Hartmann also highlighted the dangers of using outdated banking methods, such as paper cheques or unsecured public computers for internet banking. He urged customers to consult with their banks about available security features, such as dynamic transaction PINs and card usage controls.

Advice for Safe Digital Banking

Rama Krishna, a cybersecurity advocate and business executive, advised customers to use only trusted apps, avoid storing sensitive information on their devices, and never use shared or public devices for financial transactions.

He also encouraged those with significant savings to keep a portion in fixed deposit accounts, which are generally harder for cybercriminals to access.

“Most fraud happens because people are too trusting or too careless,” Krishna said. “You must assume every unknown caller or message is a potential scam unless proven otherwise.”

A Shared Responsibility

While banks have an obligation to protect customer funds, experts stress that digital safety ultimately starts with the individual.

“Banks now offer SMS alerts and app notifications—use them,” said Salim. “If you see anything suspicious, report it immediately.

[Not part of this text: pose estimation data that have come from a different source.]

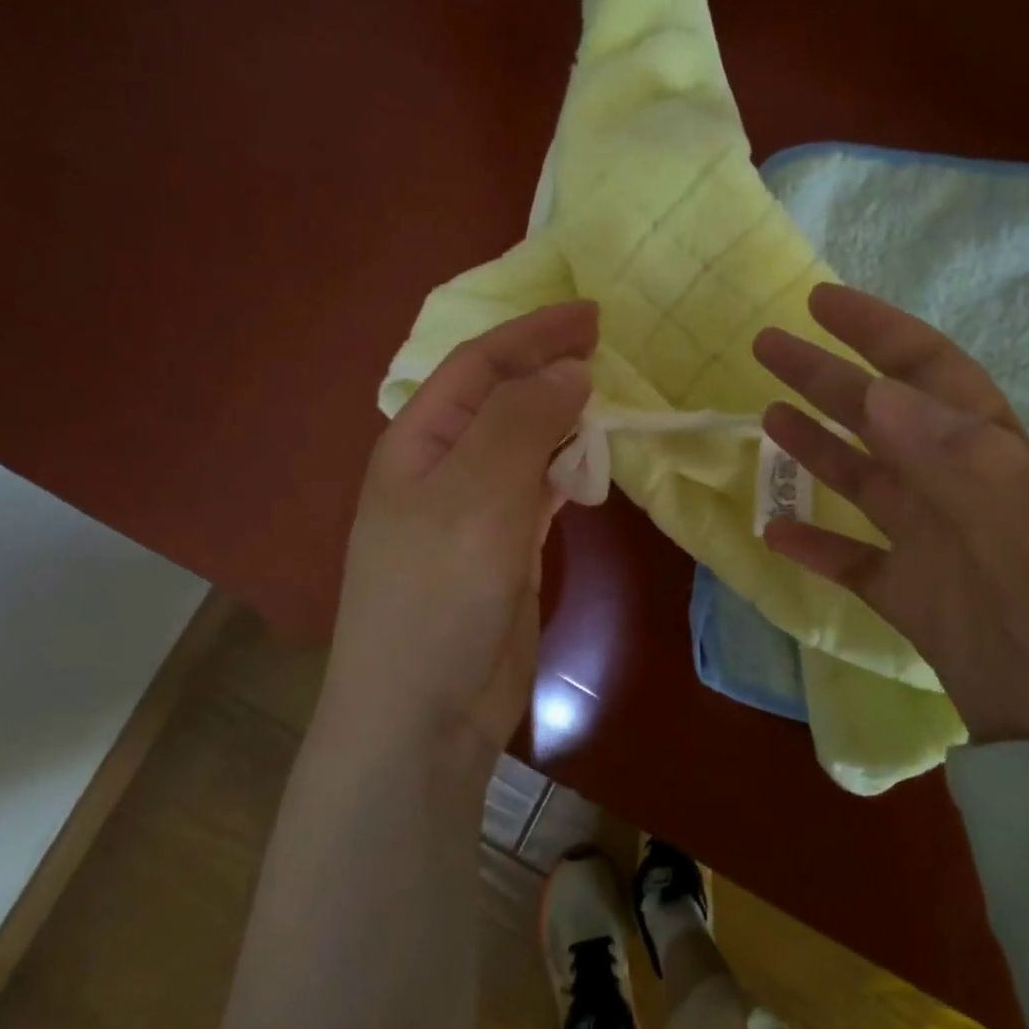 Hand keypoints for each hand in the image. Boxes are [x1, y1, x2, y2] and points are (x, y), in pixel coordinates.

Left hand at [326, 302, 597, 754]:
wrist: (424, 712)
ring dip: (563, 418)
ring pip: (525, 442)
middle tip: (607, 348)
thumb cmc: (439, 592)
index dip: (532, 334)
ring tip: (608, 398)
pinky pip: (540, 488)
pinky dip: (568, 468)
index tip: (592, 316)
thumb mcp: (478, 493)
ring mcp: (475, 509)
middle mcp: (444, 466)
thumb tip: (569, 370)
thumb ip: (523, 422)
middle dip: (549, 368)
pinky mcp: (504, 547)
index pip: (478, 364)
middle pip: (501, 398)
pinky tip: (593, 462)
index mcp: (419, 440)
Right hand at [754, 285, 1028, 743]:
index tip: (821, 302)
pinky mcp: (909, 598)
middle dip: (824, 377)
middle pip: (876, 417)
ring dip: (815, 447)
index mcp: (984, 455)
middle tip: (767, 346)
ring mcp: (928, 543)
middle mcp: (951, 487)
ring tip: (769, 417)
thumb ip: (953, 456)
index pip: (925, 371)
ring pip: (860, 480)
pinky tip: (774, 532)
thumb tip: (876, 391)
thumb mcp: (1026, 526)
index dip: (876, 330)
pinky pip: (852, 561)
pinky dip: (815, 546) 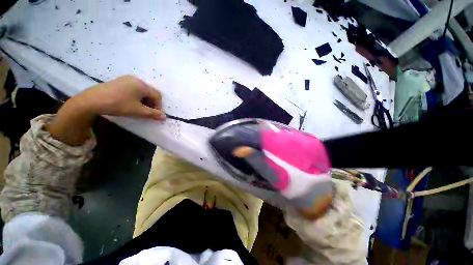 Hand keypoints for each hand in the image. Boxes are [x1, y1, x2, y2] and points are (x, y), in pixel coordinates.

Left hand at [47, 76, 164, 145]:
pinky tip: (130, 103)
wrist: (92, 100)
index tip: (155, 115)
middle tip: (147, 112)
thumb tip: (164, 117)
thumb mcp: (138, 111)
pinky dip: (136, 97)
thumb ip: (153, 114)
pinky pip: (134, 89)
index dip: (159, 106)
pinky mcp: (120, 81)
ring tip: (138, 108)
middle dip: (151, 103)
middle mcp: (136, 79)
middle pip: (150, 92)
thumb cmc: (118, 104)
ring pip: (142, 91)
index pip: (157, 96)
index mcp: (142, 85)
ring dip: (144, 101)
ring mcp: (127, 79)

Timely action can make all the difference.”

The consensus among professionals is clear: as digital banking fraud becomes more targeted and technologically advanced, customer awareness and proactive security practices are just as critical as the technical safeguards put in place by financial institutions.

Key Safety Tips:

• Never share OTPs, PINs, or CVVs.
• Use only official banking apps.
• Set transaction limits and alerts.
• Avoid public Wi-Fi for banking.
• Enable fingerprint or facial ID if supported.
• Immediately report network loss or unauthorised activity.

With Nigeria’s digital economy continuing to expand, experts warn that digital banking fraud will remain a significant threat unless both banks and customers treat cybersecurity as a shared, non-negotiable priority.